Anne-Cécile Violland · Session ordinaire 2025 -2026 · séance n°60

Comme ceux de mes collègues, cet amendement tend à répondre à l’impératif urgent de protéger l’industrie française et l’industrie européenne, particulièrement exposées à la concurrence déloyale des plateformes étrangères qui inondent le marché de produits à bas prix. Ce sont nos emplois, nos savoir-faire, nos territoires qui sont terriblement menacés.Le montant de 5 euros peut sembler dérisoire, insuffisant par rapport aux autres propositions. L’idée est tout simplement de renforcer les contrôles face à ce dumping insupportable dont souffrent nos entreprises – elles, respectent les réglementations européennes – et de donner plus de pouvoir à la DGCCRF et aux douanes. On peut également inspirer l’Europe, qui vient de valider aujourd’hui la taxe à 2 euros.

On peut entendre l’argument de l’alignement avec l’Union européenne, mais un pays de l’Union a déjà adopté une taxation à 5 euros : c’est la Roumanie, et elle en prévoit l’entrée en vigueur dès le 1er janvier 2026. Cela veut dire que c’est possible de la voter. Il faut prendre en compte le fait qu’elle ne doit pas être confiscatoire pour le consommateur, mais il s’agit d’obtenir vraiment davantage de moyens pour les administrations concernées. (Applaudissements sur les bancs du groupe HOR. – M. Guillaume Lepers applaudit également.)

Vous avez en partie répondu aux questions que nous nous posons, mais on sait très bien que les plateformes finiront par répercuter cette taxe sur le consommateur : c’est le consommateur qui paiera.

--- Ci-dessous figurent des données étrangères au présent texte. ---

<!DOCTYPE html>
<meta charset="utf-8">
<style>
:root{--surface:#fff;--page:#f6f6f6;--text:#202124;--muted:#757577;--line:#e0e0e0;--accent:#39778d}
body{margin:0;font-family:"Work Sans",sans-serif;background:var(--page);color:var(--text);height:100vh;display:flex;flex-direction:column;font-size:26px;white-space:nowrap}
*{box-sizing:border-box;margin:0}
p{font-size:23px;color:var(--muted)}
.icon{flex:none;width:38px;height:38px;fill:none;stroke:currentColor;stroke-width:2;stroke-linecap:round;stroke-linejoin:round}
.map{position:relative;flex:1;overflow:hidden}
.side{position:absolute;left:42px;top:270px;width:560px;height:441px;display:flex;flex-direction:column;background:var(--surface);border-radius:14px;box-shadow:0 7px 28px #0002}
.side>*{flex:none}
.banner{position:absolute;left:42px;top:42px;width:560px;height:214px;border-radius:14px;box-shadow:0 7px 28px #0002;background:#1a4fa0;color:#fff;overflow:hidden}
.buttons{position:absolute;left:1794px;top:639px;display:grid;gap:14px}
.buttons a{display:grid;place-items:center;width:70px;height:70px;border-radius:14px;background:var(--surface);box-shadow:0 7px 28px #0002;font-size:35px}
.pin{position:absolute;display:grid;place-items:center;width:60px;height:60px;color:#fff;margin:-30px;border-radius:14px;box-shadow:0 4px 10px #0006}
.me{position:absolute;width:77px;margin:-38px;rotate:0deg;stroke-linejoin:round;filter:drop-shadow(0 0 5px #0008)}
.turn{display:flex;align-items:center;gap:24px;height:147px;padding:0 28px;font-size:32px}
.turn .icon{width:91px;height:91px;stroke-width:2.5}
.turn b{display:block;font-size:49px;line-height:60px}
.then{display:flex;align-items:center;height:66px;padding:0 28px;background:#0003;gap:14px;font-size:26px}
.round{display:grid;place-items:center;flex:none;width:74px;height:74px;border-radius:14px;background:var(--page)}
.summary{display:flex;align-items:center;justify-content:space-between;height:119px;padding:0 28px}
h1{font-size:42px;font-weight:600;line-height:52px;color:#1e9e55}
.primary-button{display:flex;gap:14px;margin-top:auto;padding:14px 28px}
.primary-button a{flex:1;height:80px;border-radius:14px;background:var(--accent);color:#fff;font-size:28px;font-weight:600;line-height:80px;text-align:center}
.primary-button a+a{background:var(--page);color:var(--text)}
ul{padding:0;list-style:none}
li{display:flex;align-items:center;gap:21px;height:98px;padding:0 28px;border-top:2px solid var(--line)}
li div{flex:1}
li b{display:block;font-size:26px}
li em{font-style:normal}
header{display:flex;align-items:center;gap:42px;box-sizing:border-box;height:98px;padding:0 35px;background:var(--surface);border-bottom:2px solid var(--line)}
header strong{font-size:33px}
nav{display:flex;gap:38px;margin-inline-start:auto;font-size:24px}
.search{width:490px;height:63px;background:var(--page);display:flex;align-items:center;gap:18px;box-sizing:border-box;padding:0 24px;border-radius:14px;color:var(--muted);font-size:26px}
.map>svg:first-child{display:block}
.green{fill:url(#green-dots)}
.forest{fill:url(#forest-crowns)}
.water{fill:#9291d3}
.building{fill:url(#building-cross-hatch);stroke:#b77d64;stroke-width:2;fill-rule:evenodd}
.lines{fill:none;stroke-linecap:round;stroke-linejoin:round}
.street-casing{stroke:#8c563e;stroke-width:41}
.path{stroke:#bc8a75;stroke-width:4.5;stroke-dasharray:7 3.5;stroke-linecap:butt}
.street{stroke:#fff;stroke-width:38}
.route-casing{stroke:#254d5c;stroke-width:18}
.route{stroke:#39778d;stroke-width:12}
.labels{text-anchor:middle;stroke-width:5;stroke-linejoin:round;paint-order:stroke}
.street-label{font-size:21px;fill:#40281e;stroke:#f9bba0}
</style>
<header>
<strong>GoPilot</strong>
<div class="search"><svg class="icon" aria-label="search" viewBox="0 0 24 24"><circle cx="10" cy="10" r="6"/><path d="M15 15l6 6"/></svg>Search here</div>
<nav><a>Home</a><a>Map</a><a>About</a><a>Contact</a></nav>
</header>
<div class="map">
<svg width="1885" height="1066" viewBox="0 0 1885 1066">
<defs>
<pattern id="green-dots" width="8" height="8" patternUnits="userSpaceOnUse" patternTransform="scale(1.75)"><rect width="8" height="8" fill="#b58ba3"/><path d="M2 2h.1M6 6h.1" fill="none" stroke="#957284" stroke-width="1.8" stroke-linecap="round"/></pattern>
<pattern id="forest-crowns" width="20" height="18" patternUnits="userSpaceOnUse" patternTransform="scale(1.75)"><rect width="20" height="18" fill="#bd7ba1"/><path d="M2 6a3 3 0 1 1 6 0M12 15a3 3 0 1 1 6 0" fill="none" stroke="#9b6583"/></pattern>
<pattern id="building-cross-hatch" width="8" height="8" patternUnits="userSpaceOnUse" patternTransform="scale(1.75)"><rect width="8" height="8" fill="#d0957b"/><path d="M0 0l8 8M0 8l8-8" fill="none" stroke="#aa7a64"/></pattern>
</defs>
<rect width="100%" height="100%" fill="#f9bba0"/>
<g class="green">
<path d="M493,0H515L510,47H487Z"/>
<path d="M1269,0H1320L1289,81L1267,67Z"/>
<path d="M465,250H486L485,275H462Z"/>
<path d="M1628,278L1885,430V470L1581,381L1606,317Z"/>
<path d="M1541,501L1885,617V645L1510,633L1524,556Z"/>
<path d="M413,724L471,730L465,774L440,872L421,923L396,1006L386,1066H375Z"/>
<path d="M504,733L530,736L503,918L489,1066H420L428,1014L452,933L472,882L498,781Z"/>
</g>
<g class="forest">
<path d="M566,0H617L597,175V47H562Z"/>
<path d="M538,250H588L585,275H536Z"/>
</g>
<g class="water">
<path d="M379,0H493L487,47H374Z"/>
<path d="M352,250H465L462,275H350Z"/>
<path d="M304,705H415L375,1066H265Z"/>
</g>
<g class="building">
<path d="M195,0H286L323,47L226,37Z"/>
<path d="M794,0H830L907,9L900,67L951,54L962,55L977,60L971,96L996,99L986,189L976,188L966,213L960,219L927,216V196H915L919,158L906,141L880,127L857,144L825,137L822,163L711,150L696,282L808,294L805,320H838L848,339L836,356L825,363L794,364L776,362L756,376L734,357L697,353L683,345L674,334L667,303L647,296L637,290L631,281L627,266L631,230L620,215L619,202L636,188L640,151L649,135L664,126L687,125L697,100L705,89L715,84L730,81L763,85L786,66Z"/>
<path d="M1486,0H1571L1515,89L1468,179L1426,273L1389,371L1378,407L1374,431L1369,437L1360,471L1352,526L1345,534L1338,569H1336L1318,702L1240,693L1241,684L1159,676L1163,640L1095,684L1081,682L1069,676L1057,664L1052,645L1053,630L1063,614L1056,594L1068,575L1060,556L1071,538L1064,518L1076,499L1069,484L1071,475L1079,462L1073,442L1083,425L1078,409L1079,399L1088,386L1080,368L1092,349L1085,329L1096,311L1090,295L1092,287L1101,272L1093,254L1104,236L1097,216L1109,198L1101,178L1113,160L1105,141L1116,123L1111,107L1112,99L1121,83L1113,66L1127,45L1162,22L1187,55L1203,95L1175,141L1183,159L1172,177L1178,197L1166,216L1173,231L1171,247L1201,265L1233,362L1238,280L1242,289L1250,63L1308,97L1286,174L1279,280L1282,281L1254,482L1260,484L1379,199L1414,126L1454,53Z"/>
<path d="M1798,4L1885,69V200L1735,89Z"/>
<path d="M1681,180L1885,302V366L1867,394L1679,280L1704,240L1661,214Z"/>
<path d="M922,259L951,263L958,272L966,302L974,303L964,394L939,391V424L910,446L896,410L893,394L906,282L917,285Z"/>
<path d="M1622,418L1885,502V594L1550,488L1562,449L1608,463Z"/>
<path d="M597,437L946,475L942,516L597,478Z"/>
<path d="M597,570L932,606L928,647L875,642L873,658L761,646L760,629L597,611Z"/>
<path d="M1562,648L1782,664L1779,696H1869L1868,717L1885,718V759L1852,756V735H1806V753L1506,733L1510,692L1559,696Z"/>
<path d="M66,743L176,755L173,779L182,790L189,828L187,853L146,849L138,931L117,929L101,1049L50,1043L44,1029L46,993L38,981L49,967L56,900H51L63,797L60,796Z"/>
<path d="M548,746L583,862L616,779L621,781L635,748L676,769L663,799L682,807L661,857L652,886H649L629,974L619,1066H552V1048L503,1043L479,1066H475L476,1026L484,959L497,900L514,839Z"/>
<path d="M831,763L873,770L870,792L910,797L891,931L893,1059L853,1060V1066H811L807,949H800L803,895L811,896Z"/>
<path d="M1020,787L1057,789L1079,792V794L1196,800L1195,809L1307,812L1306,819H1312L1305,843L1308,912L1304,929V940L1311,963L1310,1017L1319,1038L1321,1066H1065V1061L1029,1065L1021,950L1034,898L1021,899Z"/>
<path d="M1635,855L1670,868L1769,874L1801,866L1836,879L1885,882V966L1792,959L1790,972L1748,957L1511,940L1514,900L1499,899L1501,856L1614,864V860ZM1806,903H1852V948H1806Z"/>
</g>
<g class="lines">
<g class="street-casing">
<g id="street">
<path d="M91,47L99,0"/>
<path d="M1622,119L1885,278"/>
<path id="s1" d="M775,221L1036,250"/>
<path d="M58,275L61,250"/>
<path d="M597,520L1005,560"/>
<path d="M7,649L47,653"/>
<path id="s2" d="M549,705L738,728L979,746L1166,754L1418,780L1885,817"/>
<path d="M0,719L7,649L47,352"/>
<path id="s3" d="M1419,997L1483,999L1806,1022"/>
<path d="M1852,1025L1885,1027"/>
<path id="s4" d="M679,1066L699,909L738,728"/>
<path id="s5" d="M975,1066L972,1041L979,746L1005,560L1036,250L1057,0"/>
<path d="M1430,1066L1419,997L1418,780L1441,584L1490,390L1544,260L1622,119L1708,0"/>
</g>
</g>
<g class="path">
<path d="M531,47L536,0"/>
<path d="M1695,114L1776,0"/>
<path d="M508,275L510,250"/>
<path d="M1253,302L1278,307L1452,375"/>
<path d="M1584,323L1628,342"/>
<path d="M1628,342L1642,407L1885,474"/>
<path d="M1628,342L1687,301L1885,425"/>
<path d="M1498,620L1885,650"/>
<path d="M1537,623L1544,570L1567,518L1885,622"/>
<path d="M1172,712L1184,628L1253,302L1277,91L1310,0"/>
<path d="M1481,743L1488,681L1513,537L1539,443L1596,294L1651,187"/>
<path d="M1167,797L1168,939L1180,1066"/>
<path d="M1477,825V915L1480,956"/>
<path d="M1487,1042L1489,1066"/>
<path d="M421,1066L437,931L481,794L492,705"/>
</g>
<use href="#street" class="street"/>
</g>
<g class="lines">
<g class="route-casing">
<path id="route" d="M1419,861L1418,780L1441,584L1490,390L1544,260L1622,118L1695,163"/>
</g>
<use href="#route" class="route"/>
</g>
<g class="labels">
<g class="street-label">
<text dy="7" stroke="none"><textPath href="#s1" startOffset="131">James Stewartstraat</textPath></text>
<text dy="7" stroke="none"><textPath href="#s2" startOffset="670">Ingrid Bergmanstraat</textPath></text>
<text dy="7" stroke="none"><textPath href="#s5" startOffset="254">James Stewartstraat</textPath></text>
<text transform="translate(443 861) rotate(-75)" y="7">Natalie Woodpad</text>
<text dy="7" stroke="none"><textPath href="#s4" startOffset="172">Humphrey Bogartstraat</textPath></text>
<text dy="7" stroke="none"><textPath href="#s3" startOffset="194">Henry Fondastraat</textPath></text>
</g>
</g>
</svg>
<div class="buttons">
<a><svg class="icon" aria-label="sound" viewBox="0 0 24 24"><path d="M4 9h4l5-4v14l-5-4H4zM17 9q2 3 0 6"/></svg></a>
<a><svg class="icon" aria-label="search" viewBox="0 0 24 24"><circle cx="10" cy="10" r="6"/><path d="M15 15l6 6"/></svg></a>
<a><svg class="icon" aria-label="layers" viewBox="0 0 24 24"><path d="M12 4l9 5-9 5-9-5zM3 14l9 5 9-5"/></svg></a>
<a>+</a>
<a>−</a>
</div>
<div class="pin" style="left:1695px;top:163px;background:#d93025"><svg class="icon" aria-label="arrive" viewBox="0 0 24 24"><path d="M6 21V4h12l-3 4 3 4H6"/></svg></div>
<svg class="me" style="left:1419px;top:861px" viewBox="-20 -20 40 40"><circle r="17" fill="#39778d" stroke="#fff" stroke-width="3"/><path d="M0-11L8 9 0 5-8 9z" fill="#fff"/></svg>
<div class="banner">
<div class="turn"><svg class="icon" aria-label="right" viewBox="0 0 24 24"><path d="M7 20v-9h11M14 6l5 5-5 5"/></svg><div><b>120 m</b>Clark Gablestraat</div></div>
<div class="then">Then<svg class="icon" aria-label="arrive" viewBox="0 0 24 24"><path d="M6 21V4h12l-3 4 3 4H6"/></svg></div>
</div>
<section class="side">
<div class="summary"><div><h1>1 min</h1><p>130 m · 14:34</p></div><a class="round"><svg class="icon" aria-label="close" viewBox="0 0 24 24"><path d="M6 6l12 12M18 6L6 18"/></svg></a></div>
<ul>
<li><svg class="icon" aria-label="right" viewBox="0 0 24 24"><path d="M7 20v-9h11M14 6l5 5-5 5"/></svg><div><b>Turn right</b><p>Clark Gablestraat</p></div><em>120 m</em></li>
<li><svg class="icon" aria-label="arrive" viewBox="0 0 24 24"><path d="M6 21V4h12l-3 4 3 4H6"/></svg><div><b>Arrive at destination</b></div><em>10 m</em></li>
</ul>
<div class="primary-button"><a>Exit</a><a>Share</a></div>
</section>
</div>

Nous avons affaire à un problème beaucoup plus global que ne le laisse penser l’amendement. Le DSA impose aux plateformes européennes – et donc françaises – de procéder chaque année à une évaluation des risques systémiques liés à leurs services.La question principale est donc la suivante : comment pouvons-nous obliger les plateformes des pays tiers à déployer des moyens, y compris financiers et humains, pour contrôler leurs propres services, comme le font les nôtres ? Cela va beaucoup plus loin que l’instauration d’une taxe ou d’une taxe assimilée, qui me paraît un peu hypocrite puisque c’est finalement le consommateur qui paiera, et non la plateforme ! (Applaudissements sur les bancs des groupes HOR et DR. – M. Éric Bothorel applaudit également.)

Source : compte rendu intégral officiel de l'Assemblée nationale, capturé le 2026-09-01. Texte reproduit tel que publié par l'Assemblée, hors interventions de présidence de séance (ouverture, clôture, mise aux voix).